Las negociaciones entre Canadá y la Unión Europea sobre el Acuerdo Económico y Comercial Global (AECG o CETA, por sus siglas en inglés) comenzaron en mayo de 2009 y concluyeron oficialmente en octubre de 2014. La firma del AECG está prevista el 27 de octubre de 2016, coincidiendo con la Cumbre UE-Canadá que tendrá lugar en Bruselas. Durante la reunión informal sobre comercio mantenida por la Unión Europea el 23 de septiembre se acordó una declaración conjunta sobre la prestación de servicios públicos, derechos laborales y protección del medio ambiente, en relación con el AECG, que se presentará a los Estados miembros de la UE, el 12 de octubre, antes de la reunión del Consejo de Comercio del 18 de octubre, en la que los ministros de Comercio tienen previsto aprobar el AECG. La Comisión Europea remitió el AECG al Consejo, para su aprobación, en julio de este año. La Comisión Europea propuso el AECG como un acuerdo mixto, aplicable provisionalmente después de recibir la aprobación del Consejo y del consentimiento del Parlamento Europeo. El texto del AECG, consolidado legalmente y revisado, está publicado en el sitio web de la UE, en todos los idiomas oficiales. El gobierno canadiense está promoviendo el AECG y se muestra mucho más abierto a reunirse y consultar con los sindicatos que el anterior gobierno. Se espera que el proceso de ratificación sea rápido en Canadá, ya que su Constitución confiere al Gobierno Federal la competencia exclusiva para regular el comercio y los intercambios.
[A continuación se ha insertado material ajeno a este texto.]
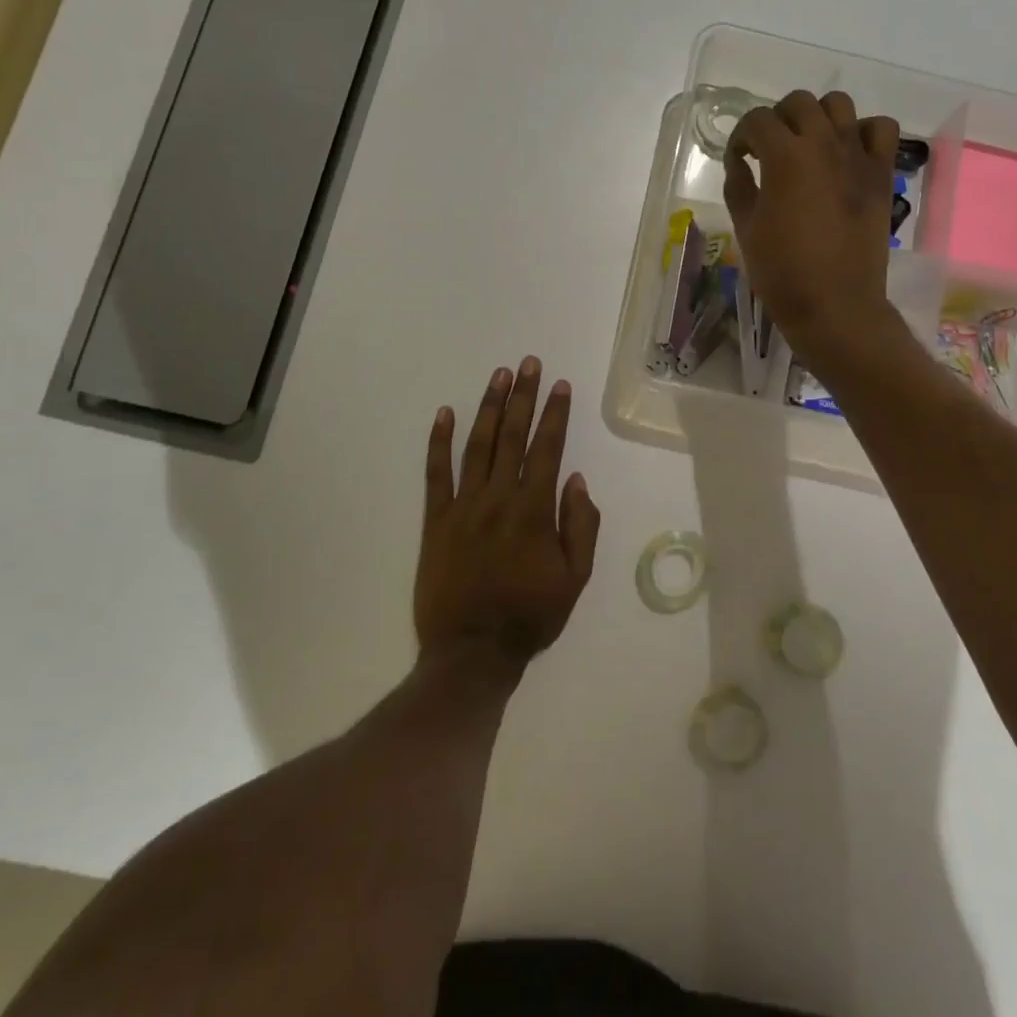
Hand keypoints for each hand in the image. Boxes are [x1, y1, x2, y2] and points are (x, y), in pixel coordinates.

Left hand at [416, 357, 601, 669]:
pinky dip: (438, 442)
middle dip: (523, 397)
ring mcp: (463, 506)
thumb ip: (581, 526)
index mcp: (534, 511)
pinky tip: (444, 413)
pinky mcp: (435, 520)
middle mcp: (498, 498)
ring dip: (489, 408)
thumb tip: (576, 480)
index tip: (560, 385)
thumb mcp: (575, 578)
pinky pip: (435, 474)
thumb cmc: (530, 616)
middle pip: (513, 437)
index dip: (555, 414)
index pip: (547, 449)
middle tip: (528, 364)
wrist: (472, 652)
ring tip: (499, 376)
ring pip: (478, 446)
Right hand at [724, 89, 902, 372]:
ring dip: (817, 118)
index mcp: (785, 157)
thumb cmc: (782, 271)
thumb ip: (739, 186)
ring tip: (808, 146)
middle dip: (777, 120)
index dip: (741, 137)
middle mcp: (824, 144)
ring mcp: (858, 156)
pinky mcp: (881, 173)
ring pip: (839, 105)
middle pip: (798, 103)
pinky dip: (862, 132)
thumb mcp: (746, 227)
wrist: (835, 304)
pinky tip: (847, 153)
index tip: (738, 159)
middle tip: (769, 151)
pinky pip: (881, 129)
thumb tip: (739, 162)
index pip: (757, 121)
El acuerdo AECG sirve de guía a negociaciones más controvertidas, como el Acuerdo de Asociación Transatlántico (TTIP). El AECG se ve, por lo tanto, como un campo de pruebas para otros acuerdos de comercio similares que se están negociando en estos momentos, como el TTIP. En consecuencia, si se ratifica el AECG, será difícil tener argumentos en contra del TTIP y otros acuerdos de la misma índole. El AECG incluye varias cuestiones muy preocupantes con carácter general y, en particular, con respecto a la prestación de servicios públicos, como la educación. El AECG incluye, entre otras cosas, el controvertido, aunque reformado, mecanismo de Solución de Conflictos Inversor-Estado (ISDS), que ahora se presenta con el nombre de Sistema de Tribunales de Inversión; la cláusula de mantenimiento del statu quo y de trinquete, que blinda el nivel de liberalización existente; nuevas limitaciones a las medidas legislativas y nuevas normas en materia de contratación pública. Los servicios constituyen uno de los principales componentes del AECG y una de las partes que más tiempo llevó negociar. La UE ha contraído importantes compromisos en cuanto a los servicios de educación prestados por el sector privado, aunque los compromisos varían ligeramente entre los distintos Estados miembros, debido a las exenciones específicas adoptadas. En otras palabras, la UE y sus Estados miembros están, de hecho, abriendo la puerta a proveedores extranjeros de servicios de enseñanza con ánimo de lucro y ampliando los derechos a inversores privados más allá de cualquier compromiso comercial vigente. Un problema relacionado con la inclusión de los servicios de enseñanza privados en los acuerdos comerciales se deriva de la mezcla del carácter público y privado que caracteriza a la mayoría de los sistemas educativos. Es más, no hay ni una sola mención en el acuerdo a la excepción de los servicios públicos o servicios de interés general, solo se menciona la autoridad del gobierno que no es adecuada para proteger servicios públicos como la educación. En consecuencia, AECG amenaza con afianzar e intensificar las presiones que la privatización y la comercialización ejercen sobre la educación.
El Parlamento Europeo aprobó en 2011 unas recomendaciones sobre el AECG que abogan por un mecanismo de solución de conflictos Estado-Estado y por la utilización de remedios judiciales locales, para abordar los conflictos de inversión, teniendo en cuenta lo desarrollado de los sistemas jurídicos de Canadá y la UE. Un estudio que compara el acuerdo AECG con las recomendaciones del Parlamento Europeo sobre el TTIP demuestra que el AECG se desvía significativamente de las recomendaciones del Parlamento Europeo sobre el TTIP. El Parlamento Europeo está a la espera de que el Consejo apruebe el AECG para comenzar su propio procedimiento. Probablemente, el debate sobre el AECG en el Parlamento Europeo comenzará este otoño y, posiblemente, se votará a principios de 2017.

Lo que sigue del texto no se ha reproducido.